### Task to carry out
Reproduce each line of the entries that carries "dead".

[Collection entries]

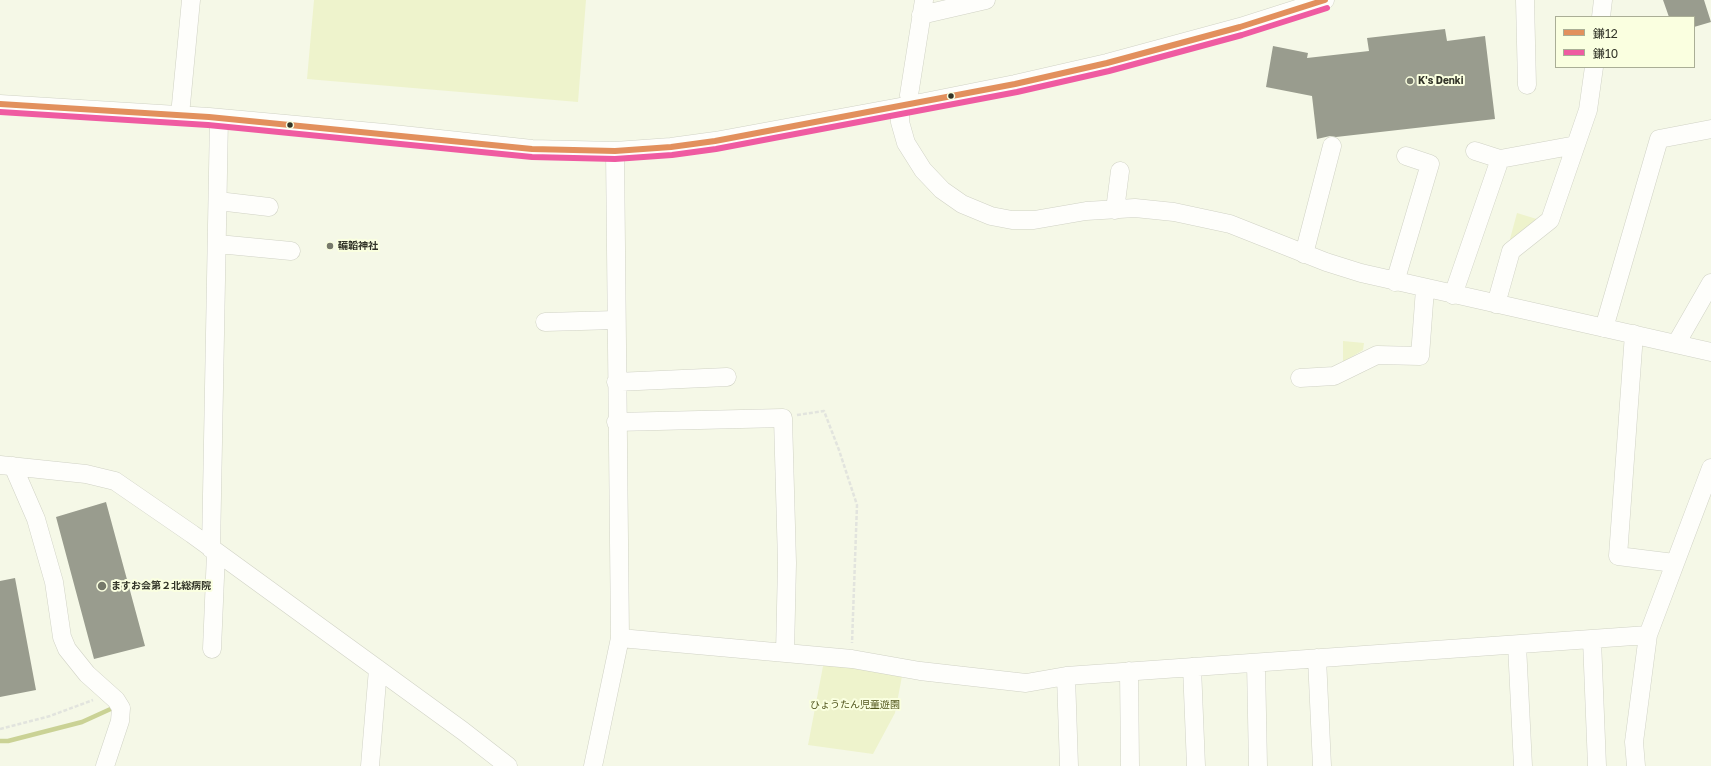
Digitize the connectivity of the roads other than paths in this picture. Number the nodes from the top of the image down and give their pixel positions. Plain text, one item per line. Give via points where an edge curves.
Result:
1 (191, 0) edge
2 (986, 0) edge
3 (1325, 0) edge
4 (1525, 0) edge
5 (1603, 0) edge
6 (923, 8) edge
7 (1601, 16) edge
8 (1594, 68) edge
9 (1527, 85) dead end
10 (0, 104) edge
11 (906, 106) junction
12 (180, 115) junction
13 (219, 118) junction
14 (1711, 129) edge
15 (1576, 145) junction
16 (1332, 146) dead end
17 (615, 151) junction
18 (1475, 151) dead end
19 (1406, 156) dead end
20 (1500, 159) junction
21 (1120, 171) dead end
22 (218, 201) junction
23 (269, 207) dead end
24 (1115, 210) junction
25 (218, 244) junction
26 (291, 251) dead end
27 (1304, 254) junction
28 (1395, 282) junction
29 (1711, 283) edge
30 (1425, 289) junction
31 (1453, 295) junction
32 (1496, 304) junction
33 (616, 320) junction
34 (545, 322) dead end
35 (1604, 328) junction
36 (1634, 334) junction
37 (1676, 344) junction
38 (1711, 352) edge
39 (727, 377) dead end
40 (1300, 378) dead end
41 (616, 382) junction
42 (616, 422) junction
43 (6, 466) edge
44 (1711, 468) edge
45 (214, 551) junction
46 (1674, 563) junction
47 (1648, 635) junction
48 (620, 638) junction
49 (1592, 640) junction
50 (1517, 645) junction
51 (212, 649) dead end
52 (785, 653) junction
53 (1317, 658) junction
54 (1256, 662) junction
55 (1192, 667) junction
56 (378, 669) junction
57 (1129, 671) junction
58 (1066, 676) junction
59 (105, 766) edge
60 (370, 766) edge
61 (508, 766) edge
62 (593, 766) edge
63 (1069, 766) edge
64 (1130, 766) edge
65 (1196, 766) edge
66 (1258, 766) edge
67 (1322, 766) edge
68 (1523, 766) edge
69 (1597, 766) edge
70 (1636, 766) edge

1 - 12 street
2 - 6 street
3 - 11 street via 1240,27 1106,63
4 - 9 street
5 - 7 street
6 - 11 street
8 - 15 street via 1588,110
10 - 12 street
11 - 17 street via 671,147
11 - 24 street via 900,122 906,143 923,170 942,190 962,204 991,216 1012,220 1034,220 1086,211
12 - 13 street
13 - 17 street via 532,149
13 - 22 street
14 - 35 street via 1659,139
15 - 20 street
15 - 32 street via 1550,220 1511,251
16 - 27 street
17 - 33 street
18 - 20 street
19 - 28 street via 1430,164
20 - 31 street
21 - 24 street
22 - 23 street
22 - 25 street
24 - 27 street via 1135,208 1174,212 1223,223
25 - 26 street
25 - 45 street
27 - 28 street
28 - 30 street
29 - 37 street
30 - 31 street
30 - 40 street via 1420,356 1377,355 1334,376
31 - 32 street
32 - 35 street
33 - 34 street
33 - 41 street
35 - 36 street
36 - 37 street
36 - 46 street via 1618,556
37 - 38 street
39 - 41 street
41 - 42 street
42 - 48 street
42 - 52 street via 783,418 787,564
43 - 45 street via 86,474 115,481
43 - 59 street via 36,519 54,582 62,637 67,649 87,674 110,694 121,708 120,721
44 - 46 street
45 - 51 street
45 - 56 street
46 - 47 street
47 - 49 street
47 - 70 street via 1634,742
48 - 52 street
48 - 62 street
49 - 50 street
49 - 69 street
50 - 53 street
50 - 68 street
52 - 58 street via 852,659 920,671 1026,683
53 - 54 street
53 - 67 street
54 - 55 street
54 - 66 street
55 - 57 street
55 - 65 street
56 - 60 street
56 - 61 street
57 - 58 street
57 - 64 street
58 - 63 street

### Solution to the exercise
9 (1527, 85) dead end
16 (1332, 146) dead end
18 (1475, 151) dead end
19 (1406, 156) dead end
21 (1120, 171) dead end
23 (269, 207) dead end
26 (291, 251) dead end
34 (545, 322) dead end
39 (727, 377) dead end
40 (1300, 378) dead end
51 (212, 649) dead end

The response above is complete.